Download the Corridor Kandji script:
curl https://raw.githubusercontent.com/CorridorSecurity/CorridorSecurity/refs/heads/main/mdm/kandji-macos.sh -o kandji-macos.sh
3

Add your token

Replace the CORRIDOR_TEAM_TOKEN value at the top of the file with the universal team token you generated.
4

Upload and save

Upload the file with the correct CORRIDOR_TEAM_TOKEN to Kandji and click Save.

Intune

Intune scripts support both macOS and Windows. You must first generate a Microsoft Graph token with the right permissions—this token is used to retrieve the device email.

Generate a Microsoft Graph token

1

Open Graph Explorer

Go to Microsoft Graph Explorer and sign in.
2

Set permissions

Click Modify Permissions and consent to User.Read permissions. This requires Admin consent.
3

Copy the token

Refresh the page, then click Access token and copy the Microsoft Graph API access token.

Windows

1

Navigate to scripts

On intune.microsoft.com, go to Devices → Scripts and remediations under Manage Devices.
2

Add a script

Click Platform scripts → Add → Windows 10 and Later.
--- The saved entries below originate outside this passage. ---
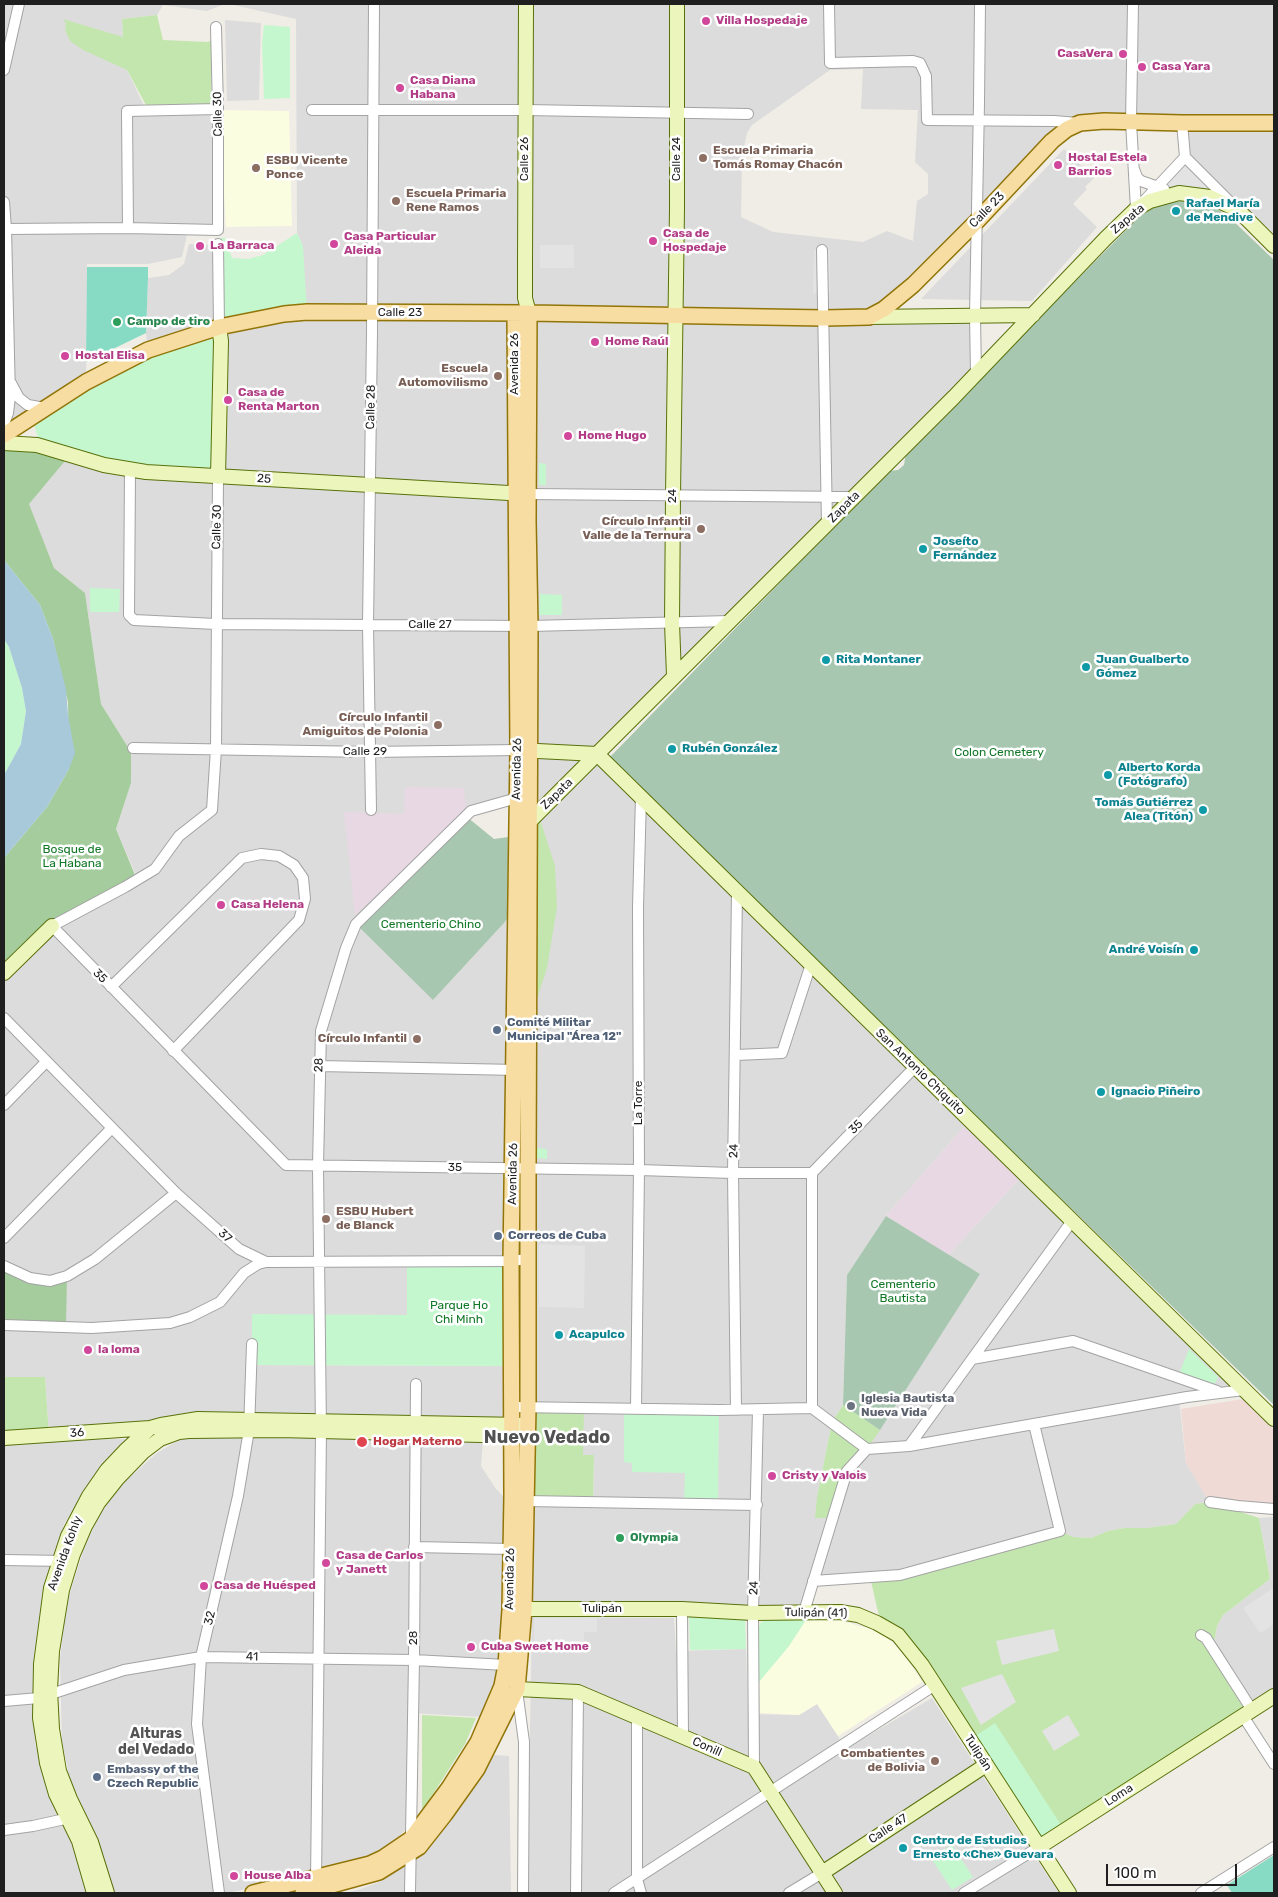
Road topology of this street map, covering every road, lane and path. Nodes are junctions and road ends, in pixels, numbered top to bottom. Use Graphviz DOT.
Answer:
graph roads {
  1 [pos="19,4"];
  2 [pos="374,4"];
  3 [pos="526,4"];
  4 [pos="677,4"];
  5 [pos="829,4"];
  6 [pos="980,4"];
  7 [pos="1133,4"];
  8 [pos="216,27"];
  9 [pos="8,32"];
  10 [pos="4,70"];
  11 [pos="218,109"];
  12 [pos="312,110"];
  13 [pos="372,110"];
  14 [pos="526,110"];
  15 [pos="677,113"];
  16 [pos="748,114"];
  17 [pos="978,120"];
  18 [pos="1131,122"];
  19 [pos="1080,123"];
  20 [pos="1274,123"];
  21 [pos="1182,124"];
  22 [pos="1185,157"];
  23 [pos="1133,168"];
  24 [pos="1158,188"];
  25 [pos="1183,193"];
  26 [pos="4,202"];
  27 [pos="1136,209"];
  28 [pos="1238,210"];
  29 [pos="977,221"];
  30 [pos="128,228"];
  31 [pos="6,229"];
  32 [pos="218,244"];
  33 [pos="1274,246"];
  34 [pos="822,250"];
  35 [pos="372,312"];
  36 [pos="522,313"];
  37 [pos="676,315"];
  38 [pos="975,315"];
  39 [pos="1033,315"];
  40 [pos="869,317"];
  41 [pos="824,318"];
  42 [pos="220,327"];
  43 [pos="976,375"];
  44 [pos="10,382"];
  45 [pos="515,388"];
  46 [pos="45,408"];
  47 [pos="528,411"];
  48 [pos="4,424"];
  49 [pos="4,435"];
  50 [pos="4,443"];
  51 [pos="130,470"];
  52 [pos="218,477"];
  53 [pos="369,484"];
  54 [pos="521,494"];
  55 [pos="673,496"];
  56 [pos="827,497"];
  57 [pos="854,497"];
  58 [pos="827,524"];
  59 [pos="730,621"];
  60 [pos="672,623"];
  61 [pos="216,624"];
  62 [pos="368,624"];
  63 [pos="524,626"];
  64 [pos="674,676"];
  65 [pos="133,748"];
  66 [pos="216,749"];
  67 [pos="524,751"];
  68 [pos="370,752"];
  69 [pos="597,754"];
  70 [pos="641,797"];
  71 [pos="517,798"];
  72 [pos="371,810"];
  73 [pos="529,821"];
  74 [pos="516,836"];
  75 [pos="737,892"];
  76 [pos="52,926"];
  77 [pos="811,964"];
  78 [pos="4,973"];
  79 [pos="111,987"];
  80 [pos="4,1018"];
  81 [pos="172,1051"];
  82 [pos="736,1055"];
  83 [pos="46,1062"];
  84 [pos="319,1066"];
  85 [pos="915,1068"];
  86 [pos="522,1070"];
  87 [pos="4,1105"];
  88 [pos="112,1129"];
  89 [pos="318,1166"];
  90 [pos="520,1168"];
  91 [pos="639,1170"];
  92 [pos="733,1173"];
  93 [pos="812,1173"];
  94 [pos="176,1193"];
  95 [pos="1072,1221"];
  96 [pos="4,1238"];
  97 [pos="528,1259"];
  98 [pos="320,1261"];
  99 [pos="511,1261"];
  100 [pos="266,1262"];
  101 [pos="4,1266"];
  102 [pos="4,1325"];
  103 [pos="252,1344"];
  104 [pos="972,1359"];
  105 [pos="416,1384"];
  106 [pos="1244,1390"];
  107 [pos="1221,1393"];
  108 [pos="513,1406"];
  109 [pos="528,1408"];
  110 [pos="812,1408"];
  111 [pos="636,1409"];
  112 [pos="736,1410"];
  113 [pos="758,1410"];
  114 [pos="1274,1420"];
  115 [pos="1034,1424"];
  116 [pos="250,1425"];
  117 [pos="321,1426"];
  118 [pos="150,1428"];
  119 [pos="416,1429"];
  120 [pos="122,1430"];
  121 [pos="512,1431"];
  122 [pos="528,1431"];
  123 [pos="4,1438"];
  124 [pos="136,1439"];
  125 [pos="909,1446"];
  126 [pos="149,1447"];
  127 [pos="867,1449"];
  128 [pos="93,1499"];
  129 [pos="526,1501"];
  130 [pos="1210,1502"];
  131 [pos="757,1505"];
  132 [pos="1274,1509"];
  133 [pos="414,1547"];
  134 [pos="510,1549"];
  135 [pos="4,1560"];
  136 [pos="65,1561"];
  137 [pos="813,1582"];
  138 [pos="517,1609"];
  139 [pos="682,1610"];
  140 [pos="804,1612"];
  141 [pos="754,1613"];
  142 [pos="877,1623"];
  143 [pos="1201,1635"];
  144 [pos="201,1657"];
  145 [pos="318,1658"];
  146 [pos="414,1660"];
  147 [pos="506,1665"];
  148 [pos="935,1685"];
  149 [pos="517,1689"];
  150 [pos="578,1692"];
  151 [pos="1274,1696"];
  152 [pos="45,1697"];
  153 [pos="4,1700"];
  154 [pos="1247,1713"];
  155 [pos="637,1717"];
  156 [pos="683,1736"];
  157 [pos="1274,1764"];
  158 [pos="986,1765"];
  159 [pos="754,1768"];
  160 [pos="769,1791"];
  161 [pos="73,1817"];
  162 [pos="4,1830"];
  163 [pos="411,1846"];
  164 [pos="1039,1847"];
  165 [pos="1274,1848"];
  166 [pos="822,1873"];
  167 [pos="636,1879"];
  168 [pos="96,1884"];
  169 [pos="312,1889"];
  170 [pos="107,1893"];
  171 [pos="219,1893"];
  172 [pos="253,1893"];
  173 [pos="410,1893"];
  174 [pos="523,1893"];
  175 [pos="576,1893"];
  176 [pos="614,1893"];
  177 [pos="641,1893"];
  178 [pos="789,1893"];
  179 [pos="835,1893"];
  180 [pos="964,1893"];
  181 [pos="1069,1893"];
  182 [pos="1201,1893"];
  1 -- 9 [label="street"];
  2 -- 13 [label="street, Calle 28"];
  3 -- 14 [label="street, Calle 26"];
  4 -- 15 [label="street, Calle 24"];
  5 -- 17 [label="street"];
  6 -- 17 [label="street"];
  7 -- 18 [label="street"];
  8 -- 11 [label="street, Calle 30"];
  9 -- 10 [label="street"];
  11 -- 30 [label="street"];
  11 -- 30 [label="street, Calle 30"];
  12 -- 13 [label="street"];
  13 -- 14 [label="street"];
  13 -- 35 [label="street, Calle 28"];
  14 -- 15 [label="street"];
  14 -- 36 [label="street, Calle 26"];
  15 -- 16 [label="street"];
  15 -- 37 [label="street, Calle 24"];
  17 -- 19 [label="street"];
  17 -- 29 [label="street"];
  18 -- 19 [label="main road, Calle 23"];
  18 -- 21 [label="main road, Calle 23"];
  18 -- 23 [label="street"];
  19 -- 29 [label="main road, Calle 23"];
  20 -- 21 [label="main road, Calle 23"];
  21 -- 22 [label="street"];
  22 -- 24 [label="street"];
  22 -- 28 [label="street"];
  23 -- 24 [label="street"];
  23 -- 27 [label="street"];
  24 -- 25 [label="street"];
  24 -- 27 [label="street"];
  25 -- 27 [label="street, Zapata"];
  25 -- 28 [label="street, Zapata"];
  26 -- 31 [label="street"];
  27 -- 39 [label="street, Zapata"];
  28 -- 33 [label="street, Zapata"];
  29 -- 38 [label="street"];
  29 -- 40 [label="main road, Calle 23"];
  30 -- 31 [label="street"];
  31 -- 44 [label="street"];
  32 -- 42 [label="street, Calle 30"];
  34 -- 41 [label="street"];
  35 -- 36 [label="main road, Calle 23"];
  35 -- 42 [label="main road, Calle 23"];
  35 -- 53 [label="street, Calle 28"];
  36 -- 37 [label="main road, Calle 23"];
  36 -- 45 [label="main road, Avenida 26"];
  36 -- 47 [label="main road, Avenida 26"];
  37 -- 41 [label="main road, Calle 23"];
  37 -- 55 [label="street, 24"];
  38 -- 39 [label="street"];
  38 -- 40 [label="street"];
  38 -- 43 [label="street"];
  39 -- 43 [label="street, Zapata"];
  40 -- 41 [label="main road, Calle 23"];
  41 -- 56 [label="street"];
  42 -- 46 [label="main road, Calle 23"];
  42 -- 52 [label="street, Calle 30"];
  43 -- 57 [label="street, Zapata"];
  44 -- 46 [label="street"];
  44 -- 48 [label="street"];
  45 -- 47 [label="main road"];
  45 -- 54 [label="main road, Avenida 26"];
  46 -- 49 [label="main road, Calle 23"];
  47 -- 54 [label="main road, Avenida 26"];
  50 -- 51 [label="street, 25"];
  51 -- 52 [label="street, 25"];
  51 -- 61 [label="street, Calle 27"];
  52 -- 53 [label="street, 25"];
  52 -- 61 [label="street, Calle 30"];
  53 -- 54 [label="street, 25"];
  53 -- 62 [label="street, Calle 28"];
  54 -- 55 [label="street"];
  54 -- 63 [label="main road, Avenida 26"];
  55 -- 56 [label="street"];
  55 -- 60 [label="street, 24"];
  56 -- 57 [label="street"];
  56 -- 58 [label="street"];
  57 -- 58 [label="street, Zapata"];
  58 -- 59 [label="street, Zapata"];
  59 -- 60 [label="street, Calle 27"];
  59 -- 64 [label="street, Zapata"];
  60 -- 63 [label="street, Calle 27"];
  60 -- 64 [label="street, 24"];
  61 -- 62 [label="street, Calle 27"];
  61 -- 66 [label="street, Calle 30"];
  62 -- 63 [label="street, Calle 27"];
  62 -- 68 [label="street, Calle 28"];
  63 -- 67 [label="main road, Avenida 26"];
  64 -- 69 [label="street, Zapata"];
  65 -- 66 [label="street, Calle 29"];
  66 -- 68 [label="street, Calle 29"];
  66 -- 76 [label="street, Calle 30"];
  67 -- 68 [label="street, Calle 29"];
  67 -- 69 [label="street, Calle 29"];
  67 -- 71 [label="main road, Avenida 26"];
  67 -- 73 [label="main road, Avenida 26"];
  68 -- 72 [label="street, Calle 28"];
  69 -- 70 [label="street, San Antonio Chiquito"];
  69 -- 73 [label="street, Zapata"];
  70 -- 75 [label="street, San Antonio Chiquito"];
  70 -- 91 [label="street, La Torre"];
  71 -- 74 [label="main road, Avenida 26"];
  71 -- 84 [label="street, 28"];
  73 -- 74 [label="street, Zapata"];
  73 -- 86 [label="main road, Avenida 26"];
  74 -- 86 [label="main road, Avenida 26"];
  75 -- 77 [label="street, San Antonio Chiquito"];
  75 -- 82 [label="street, 24"];
  76 -- 78 [label="street"];
  76 -- 79 [label="street, 35"];
  77 -- 82 [label="street"];
  77 -- 85 [label="street, San Antonio Chiquito"];
  79 -- 81 [label="street, 35"];
  79 -- 81 [label="street"];
  80 -- 83 [label="street, 37"];
  81 -- 89 [label="street, 35"];
  82 -- 92 [label="street, 24"];
  83 -- 87 [label="street"];
  83 -- 88 [label="street, 37"];
  84 -- 86 [label="street"];
  84 -- 89 [label="street, 28"];
  85 -- 93 [label="street, 35"];
  85 -- 95 [label="street, San Antonio Chiquito"];
  86 -- 90 [label="main road, Avenida 26"];
  88 -- 94 [label="street, 37"];
  88 -- 96 [label="street"];
  89 -- 90 [label="street, 35"];
  89 -- 98 [label="street, 28"];
  90 -- 91 [label="street, 35"];
  90 -- 97 [label="main road, Avenida 26"];
  90 -- 99 [label="main road, Avenida 26"];
  91 -- 92 [label="street, 35"];
  91 -- 111 [label="street, La Torre"];
  92 -- 93 [label="street, 35"];
  92 -- 112 [label="street, 24"];
  93 -- 110 [label="street"];
  94 -- 100 [label="street, 37"];
  94 -- 101 [label="street"];
  95 -- 104 [label="street"];
  95 -- 106 [label="street, San Antonio Chiquito"];
  97 -- 99 [label="street, 37"];
  97 -- 109 [label="main road, Avenida 26"];
  98 -- 99 [label="street, 37"];
  98 -- 100 [label="street, 37"];
  98 -- 117 [label="street, 28"];
  99 -- 108 [label="main road, Avenida 26"];
  100 -- 102 [label="street"];
  103 -- 116 [label="street, 32"];
  104 -- 107 [label="street"];
  104 -- 125 [label="street"];
  105 -- 119 [label="street, 28"];
  106 -- 107 [label="street"];
  106 -- 114 [label="street, San Antonio Chiquito"];
  107 -- 115 [label="street"];
  108 -- 109 [label="street"];
  108 -- 121 [label="main road, Avenida 26"];
  109 -- 111 [label="street"];
  109 -- 122 [label="main road, Avenida 26"];
  110 -- 113 [label="street"];
  110 -- 127 [label="street"];
  111 -- 112 [label="street"];
  112 -- 113 [label="street"];
  113 -- 131 [label="street, 24"];
  115 -- 125 [label="street"];
  115 -- 137 [label="street"];
  116 -- 117 [label="street, Avenida Kohly"];
  116 -- 118 [label="street, Avenida Kohly"];
  116 -- 126 [label="street, Avenida Kohly"];
  116 -- 144 [label="street, 32"];
  117 -- 119 [label="street, Avenida Kohly"];
  117 -- 145 [label="street, 28"];
  118 -- 120 [label="street, 36"];
  118 -- 124 [label="street, Avenida Kohly"];
  119 -- 121 [label="street, Avenida Kohly"];
  119 -- 133 [label="street, 28"];
  120 -- 123 [label="street, 36"];
  120 -- 124 [label="street"];
  121 -- 122 [label="street, Avenida Kohly"];
  121 -- 134 [label="main road, Avenida 26"];
  122 -- 129 [label="main road, Avenida 26"];
  124 -- 126 [label="street"];
  124 -- 128 [label="street, Avenida Kohly"];
  125 -- 127 [label="street"];
  126 -- 128 [label="street, Avenida Kohly"];
  127 -- 137 [label="street"];
  128 -- 136 [label="street, Avenida Kohly"];
  129 -- 131 [label="street"];
  129 -- 138 [label="main road, Avenida 26"];
  130 -- 132 [label="street"];
  131 -- 141 [label="street, 24"];
  133 -- 134 [label="street"];
  133 -- 146 [label="street, 28"];
  134 -- 138 [label="main road, Avenida 26"];
  135 -- 136 [label="street"];
  136 -- 152 [label="street, Avenida Kohly"];
  137 -- 140 [label="street"];
  138 -- 139 [label="street, Tulipán"];
  138 -- 147 [label="main road, Avenida 26"];
  138 -- 149 [label="main road, Avenida 26"];
  139 -- 141 [label="street, Tulipán"];
  139 -- 156 [label="street"];
  140 -- 141 [label="street, Tulipán (41)"];
  140 -- 142 [label="street, Tulipán (41)"];
  141 -- 159 [label="street, 24"];
  142 -- 148 [label="street, Tulipán"];
  143 -- 154 [label="street"];
  144 -- 145 [label="street, 41"];
  144 -- 152 [label="street, 41"];
  144 -- 171 [label="street, 32"];
  145 -- 146 [label="street, 41"];
  145 -- 169 [label="street, 28"];
  146 -- 147 [label="street, 41"];
  146 -- 163 [label="street, 28"];
  147 -- 149 [label="main road"];
  147 -- 163 [label="main road, Avenida 26"];
  148 -- 158 [label="street, Tulipán"];
  148 -- 160 [label="street"];
  149 -- 150 [label="street, Conill"];
  149 -- 163 [label="main road, Avenida 26"];
  149 -- 174 [label="street"];
  150 -- 155 [label="street, Conill"];
  150 -- 175 [label="street"];
  151 -- 154 [label="street, Loma"];
  152 -- 153 [label="street, 41"];
  152 -- 161 [label="street, Avenida Kohly"];
  154 -- 157 [label="street"];
  154 -- 164 [label="street, Loma"];
  155 -- 156 [label="street, Conill"];
  155 -- 167 [label="street"];
  156 -- 159 [label="street, Conill"];
  158 -- 164 [label="street, Tulipán"];
  158 -- 166 [label="street, Calle 47"];
  159 -- 160 [label="street"];
  160 -- 166 [label="street"];
  160 -- 167 [label="street"];
  161 -- 162 [label="street"];
  161 -- 168 [label="street, Avenida Kohly"];
  163 -- 169 [label="main road, Avenida 26"];
  163 -- 173 [label="street, 28"];
  164 -- 180 [label="street, Loma"];
  164 -- 181 [label="street, Tulipán"];
  165 -- 182 [label="street"];
  166 -- 178 [label="street, Calle 47"];
  166 -- 179 [label="street"];
  167 -- 176 [label="street"];
  167 -- 177 [label="street"];
  168 -- 170 [label="street, Avenida Kohly"];
  169 -- 172 [label="main road, Avenida 26"];
}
Set a name and description.
3

Download the script

Download the Corridor Intune Windows script:
curl https://raw.githubusercontent.com/CorridorSecurity/CorridorSecurity/refs/heads/main/mdm/intune-windows.ps1 -o intune-windows.ps1
4

Add your tokens

In the script, replace the CORRIDOR_TEAM_TOKEN value with your universal token, and replace the GRAPH_API_TOKEN value with the Microsoft Graph API access token.
5

Configure script settings

Select Yes for “Run this script using the logged on credentials”, No for “Enforce script signature check”, and No for “Run script in 64 bit Powershell Host”.
6

Assign and save

Assign the script to the selected group of devices and click Save. Sync all devices with bulk device actions to force the script to run.

macOS

1

Navigate to scripts

On intune.microsoft.com, go to Devices → Scripts and remediations under Manage Devices.
2

Add a script

Click Platform scripts → Add → macOS. Add a name and description.
3

Download the script

Download the Corridor Intune macOS script:
curl https://raw.githubusercontent.com/CorridorSecurity/CorridorSecurity/refs/heads/main/mdm/intune-macos.sh -o intune-macos.sh
4

Add your tokens

In the script, replace the CORRIDOR_TEAM_TOKEN value with your universal token, and replace the GRAPH_API_TOKEN value with the Microsoft Graph API access token.
5

Configure script settings

Select Yes for “Run script as signed-in user” and 1 time for “Max number of times to retry if script fails”.
6

Assign and save

Assign the correct groups to the script and click Save. Sync all devices with bulk device actions to force the script to run.